Copy the entries below word for word, minus the pictures.
· · · · · · ·
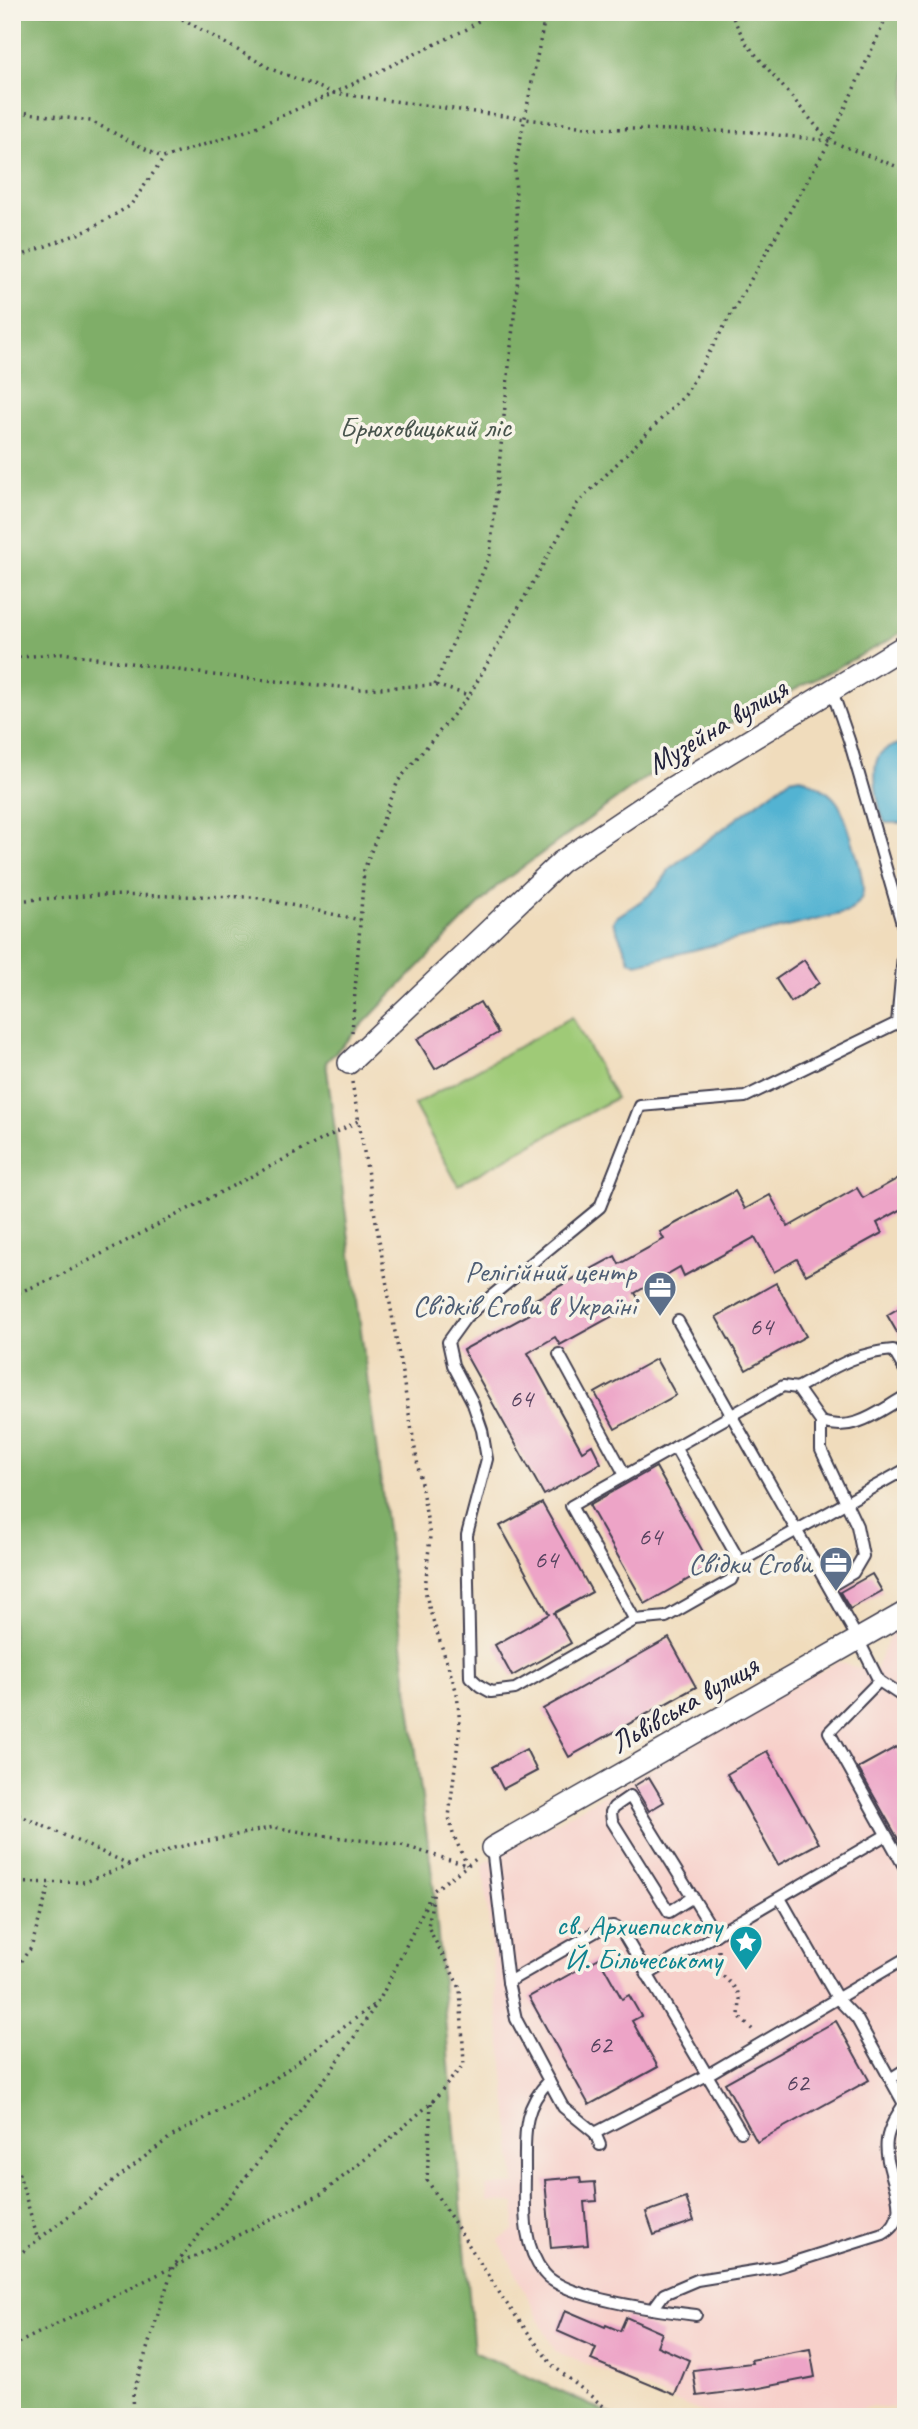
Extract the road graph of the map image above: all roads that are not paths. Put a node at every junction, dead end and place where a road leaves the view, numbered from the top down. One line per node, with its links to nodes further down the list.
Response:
1 (906, 645): 2 (street, Музейна вулиця)
2 (832, 691): 3 (street, Музейна вулиця); 19 (lane)
3 (349, 1063)
4 (678, 1321): 9 (lane)
5 (559, 1354): 13 (lane)
6 (906, 1372): 7 (lane)
7 (797, 1388): 9 (lane); 10 (lane)
8 (906, 1396): 10 (lane)
9 (732, 1415): 11 (lane); 15 (lane)
10 (821, 1422): 14 (lane)
11 (675, 1447): 13 (lane); 16 (lane)
12 (906, 1469): 14 (lane)
13 (625, 1475): 19 (lane)
14 (847, 1503): 15 (lane); 17 (lane)
15 (797, 1531): 16 (lane); 17 (lane)
16 (740, 1562): 19 (lane)
17 (829, 1587): 20 (lane)
18 (906, 1612): 20 (street, Львівська вулиця)
19 (635, 1620)
20 (858, 1639): 21 (lane); 23 (street, Львівська вулиця)
21 (879, 1681): 22 (lane); 25 (lane)
22 (906, 1699)
23 (617, 1776): 24 (lane); 26 (street, Львівська вулиця)
24 (630, 1796): 28 (lane); 28 (lane)
25 (886, 1835): 27 (lane); 29 (lane)
26 (492, 1848): 33 (lane)
27 (906, 1870)
28 (693, 1898): 30 (lane)
29 (780, 1898): 30 (lane); 34 (lane)
30 (716, 1935): 32 (lane)
31 (906, 1958): 34 (lane)
32 (647, 1975): 33 (lane); 36 (lane)
33 (508, 1982): 38 (lane)
34 (837, 1998): 36 (lane); 37 (lane)
35 (906, 2069): 37 (lane)
36 (707, 2075): 39 (lane); 40 (lane)
37 (890, 2079): 42 (lane)
38 (549, 2081): 40 (lane); 42 (lane)
39 (741, 2132)
40 (594, 2133): 41 (lane)
41 (600, 2145)
42 (653, 2309): 43 (lane)
43 (696, 2315)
· · · · · · ·
- **ANSWER FOR THIS EXERCISE**
Extract the road graph of the map image above: all roads that are not paths. Put a node at every junction, dead end and place where a road leaves the view, numbered from the top down. One line per node, with its links to nodes further down the list.
Response:
1 (906, 645): 2 (street, Музейна вулиця)
2 (832, 691): 3 (street, Музейна вулиця); 19 (lane)
3 (349, 1063)
4 (678, 1321): 9 (lane)
5 (559, 1354): 13 (lane)
6 (906, 1372): 7 (lane)
7 (797, 1388): 9 (lane); 10 (lane)
8 (906, 1396): 10 (lane)
9 (732, 1415): 11 (lane); 15 (lane)
10 (821, 1422): 14 (lane)
11 (675, 1447): 13 (lane); 16 (lane)
12 (906, 1469): 14 (lane)
13 (625, 1475): 19 (lane)
14 (847, 1503): 15 (lane); 17 (lane)
15 (797, 1531): 16 (lane); 17 (lane)
16 (740, 1562): 19 (lane)
17 (829, 1587): 20 (lane)
18 (906, 1612): 20 (street, Львівська вулиця)
19 (635, 1620)
20 (858, 1639): 21 (lane); 23 (street, Львівська вулиця)
21 (879, 1681): 22 (lane); 25 (lane)
22 (906, 1699)
23 (617, 1776): 24 (lane); 26 (street, Львівська вулиця)
24 (630, 1796): 28 (lane); 28 (lane)
25 (886, 1835): 27 (lane); 29 (lane)
26 (492, 1848): 33 (lane)
27 (906, 1870)
28 (693, 1898): 30 (lane)
29 (780, 1898): 30 (lane); 34 (lane)
30 (716, 1935): 32 (lane)
31 (906, 1958): 34 (lane)
32 (647, 1975): 33 (lane); 36 (lane)
33 (508, 1982): 38 (lane)
34 (837, 1998): 36 (lane); 37 (lane)
35 (906, 2069): 37 (lane)
36 (707, 2075): 39 (lane); 40 (lane)
37 (890, 2079): 42 (lane)
38 (549, 2081): 40 (lane); 42 (lane)
39 (741, 2132)
40 (594, 2133): 41 (lane)
41 (600, 2145)
42 (653, 2309): 43 (lane)
43 (696, 2315)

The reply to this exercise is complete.